Sechrest: And at that point what sort of restrictions do you put on them. I mean if the patient is two weeks out let's say, walking without a limp and says gosh, I'd like to go back and play. What do you do?

Schutte: Well what usually happens is, once this injury occurs, patients usually fall into a couple of groups. There are some patients whose knees do not buckle but they have a tremendous amount of apprehension. They are aware that the knee is different so they are careful. They watch how they walk, they watch how they put their foot down so they won't buckle again and they have these little bitty micro buckling events when they're just walking around, they can tell the knee's not right and it bothers them. At the other end of the spectrum, you have patients that totally forget about their knee. Once they get their motion back, the stiffness goes away, the pain swelling goes away, they walk around like nothing happened and all of a sudden they will step off a curb and all of a sudden the knee buckles and that disturbs them. It's painful, they don't' like it and they go, well I thought I was better. And patient's have that phenomenon, they experience that along a spectrum. So what usually happens is the patient's, I tell them, look, no matter which group you fall into, you can't fun, you can't jump, you can't engage in any type of twisting quick movements. You need to be careful that if you can't see the ground, the ground's uneven, the ground's slippery, all the circumstances potentially put you at risk to have a buckling event. And the whole goal of initial treatment is to allow the knee to recover some of it's normal capacity without having another buckling event which would be a set back.

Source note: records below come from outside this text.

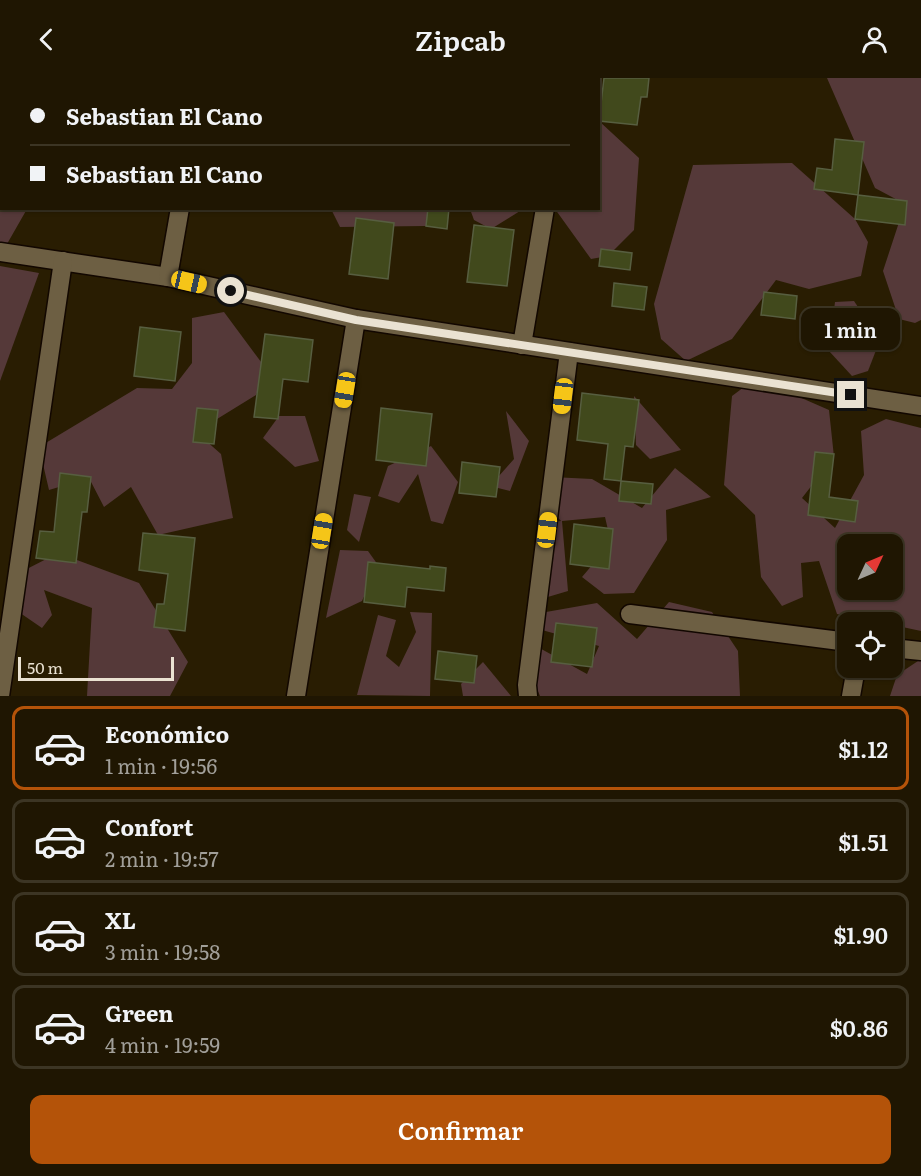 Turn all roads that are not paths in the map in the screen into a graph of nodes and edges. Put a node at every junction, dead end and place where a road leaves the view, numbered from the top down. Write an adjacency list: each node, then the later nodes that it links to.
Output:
1 (180, 210): 5 (street)
2 (545, 210): 7 (street)
3 (0, 252): 4 (street)
4 (63, 261): 5 (street); 15 (street)
5 (168, 277): 6 (street)
6 (356, 320): 7 (street); 16 (street)
7 (522, 345): 8 (street)
8 (569, 352): 9 (street); 17 (street)
9 (921, 406)
10 (630, 614): 11 (street)
11 (837, 641)
12 (903, 649): 13 (street)
13 (921, 651)
14 (855, 678): 18 (street)
15 (0, 696)
16 (296, 696)
17 (528, 696)
18 (852, 696) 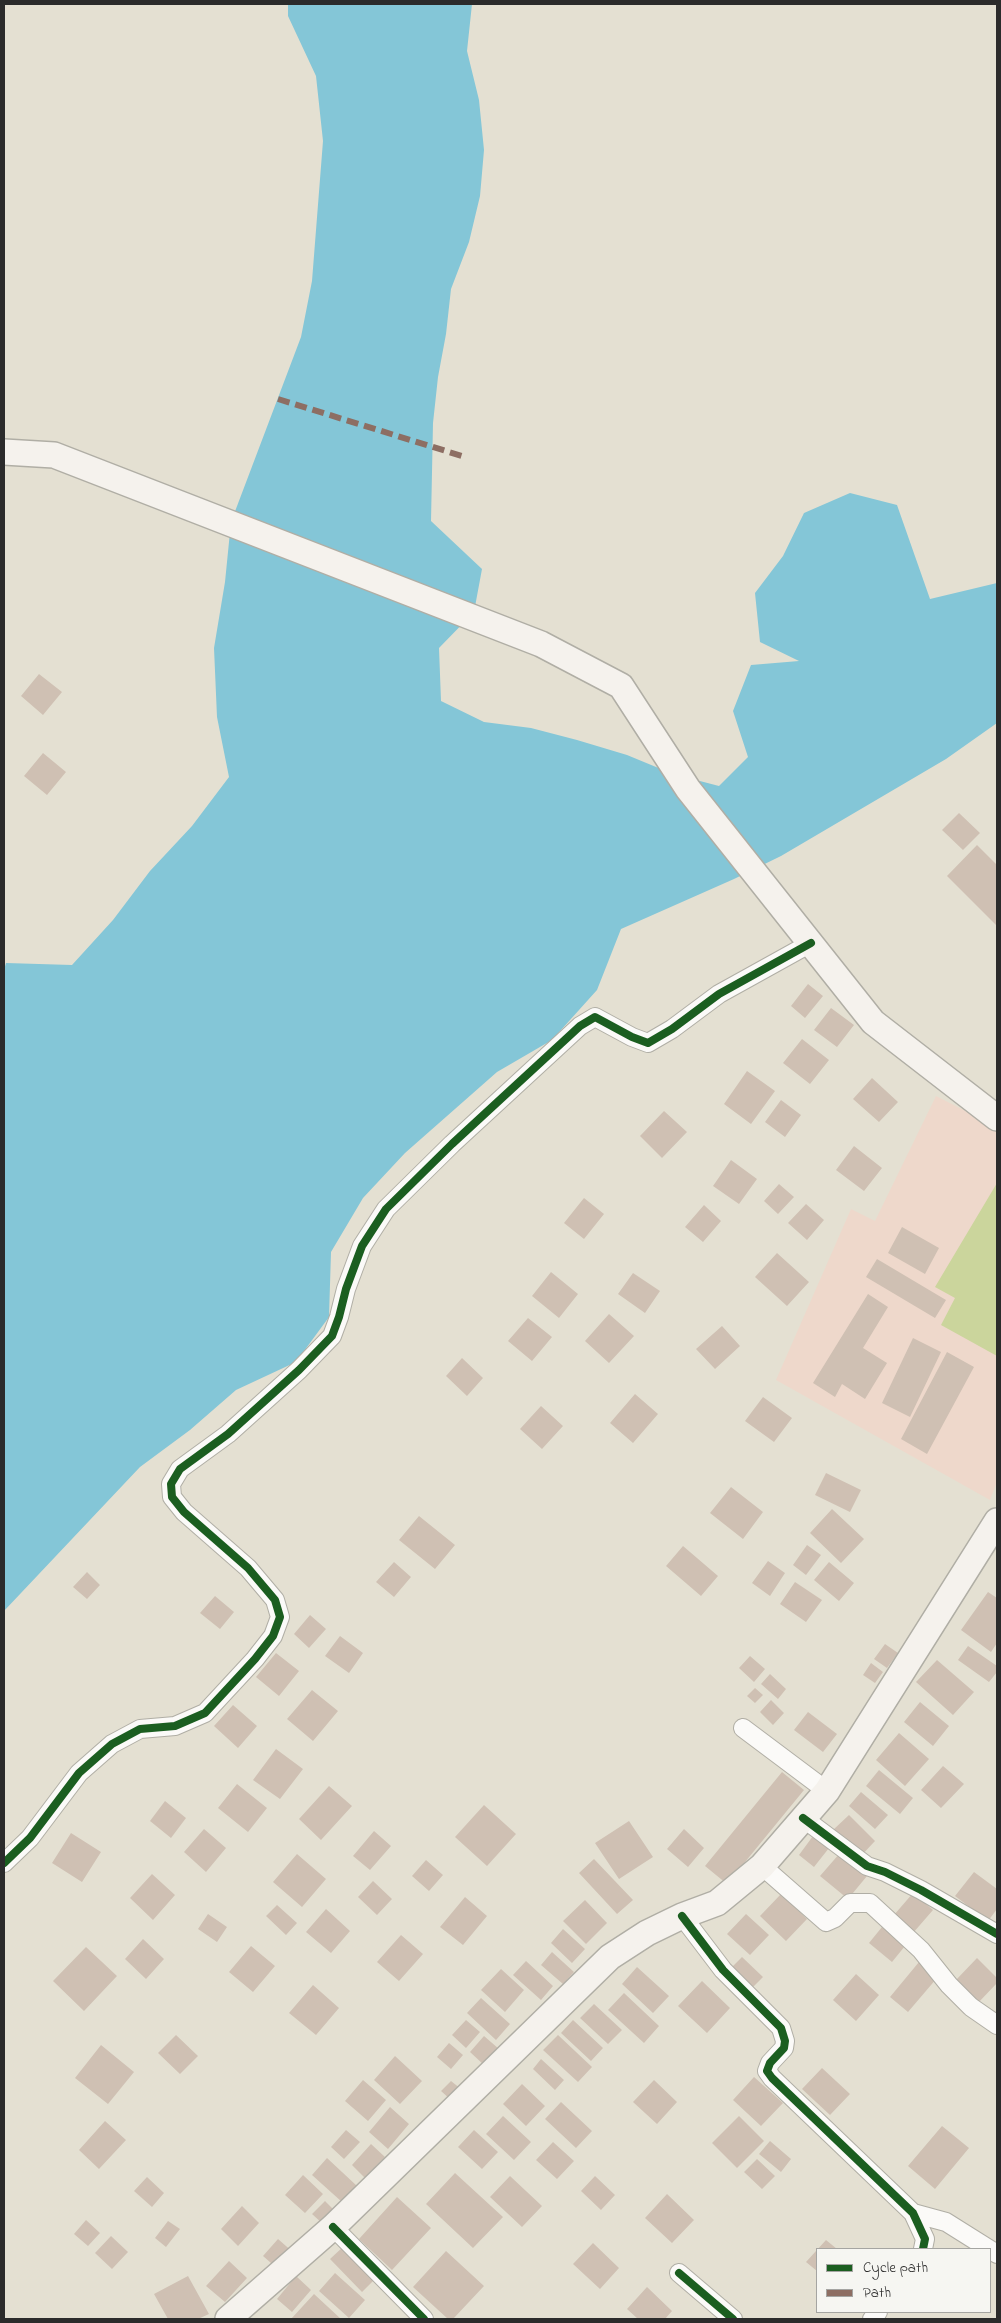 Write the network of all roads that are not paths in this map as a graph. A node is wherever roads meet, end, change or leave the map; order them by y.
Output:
1 (4, 452) edge
2 (811, 943) junction
3 (997, 1118) edge
4 (997, 1523) edge
5 (743, 1728) dead end
6 (827, 1791) junction
7 (804, 1818) junction
8 (4, 1863) edge
9 (762, 1866) junction
10 (682, 1916) junction
11 (997, 1934) edge
12 (997, 2025) edge
13 (913, 2213) junction
14 (333, 2227) junction
15 (922, 2248) edge
16 (987, 2248) edge
17 (679, 2273) dead end
18 (228, 2319) edge
19 (424, 2319) edge
20 (733, 2319) edge

1 - 2 main road
2 - 3 main road
2 - 8 street
4 - 6 main road
5 - 6 street
6 - 7 main road
7 - 9 main road
7 - 11 street
9 - 10 main road
9 - 12 street
10 - 13 street
10 - 14 main road
13 - 15 street
13 - 16 street
14 - 18 main road
14 - 19 street
17 - 20 street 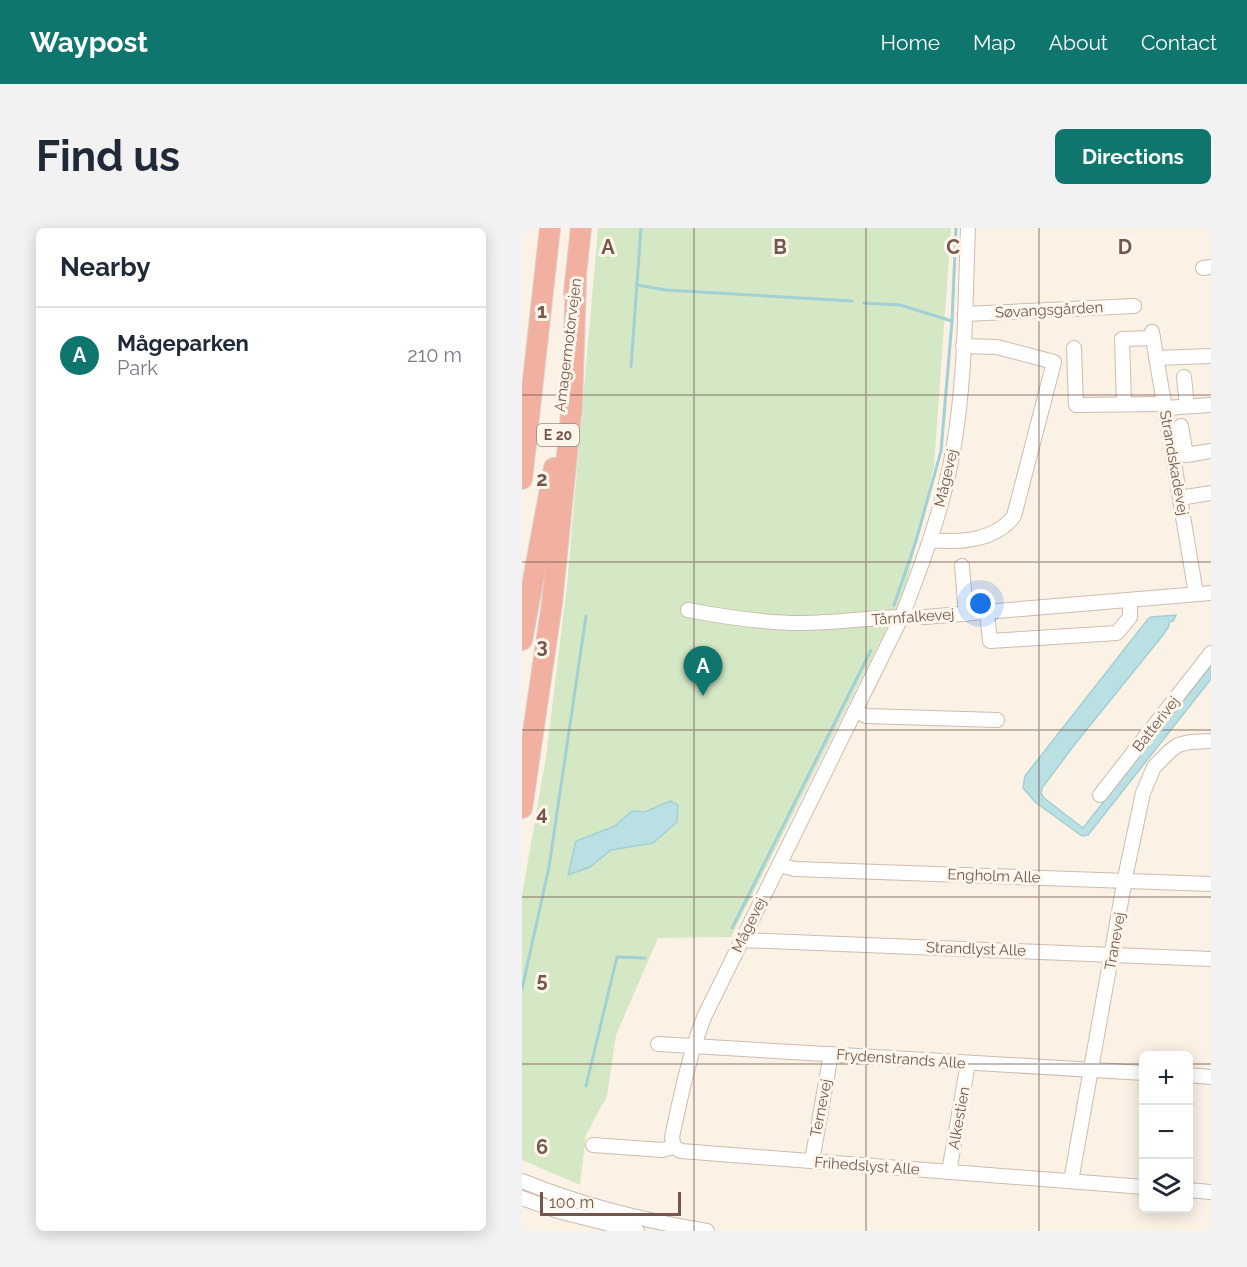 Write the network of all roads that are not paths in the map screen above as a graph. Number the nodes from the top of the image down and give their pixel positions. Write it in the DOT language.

Sechrest: But that 18-year-old soccer player, if he showed up two weeks later and says you know Dr. Schutte my knee feels great and I think that I can go back and play soccer and said I want to get one of those braces and go back and play soccer. That is what I am hearing you say is not an option for that patient at that point.

Schutte: A patient that is two weeks from an acute injury will surely have a deconditioned leg. Now whether a patient can actually appreciate that their leg is weakness, most patient's can't. But once you show them they have a tone shift, the leg is smaller, they appreciate, well yes I am underpowered, and that is why the risk factor is with premature return in terms of having another buckling event. So yes you could put a brace on and it may make them feel more stable, but if they are weak then they are at risk to have another event. So, at two weeks from an injury, yeah there are some athletes out there that could hide it and kind of cheat, but they would go back and play prematurely at a high risk which would not be acceptable.

Sechrest: So let's say that the patient comes back at two weeks and we're trying to make a decision. At that point, if this patient says, you know, I think I want to have surgery, a couple of things. One is how do we prepare that patient for surgery? And what's the time line? I mean, when are we going to say let's schedule surgery for six weeks, let's schedule surgery tomorrow, let's schedule surgery for six months. How do you make that decision?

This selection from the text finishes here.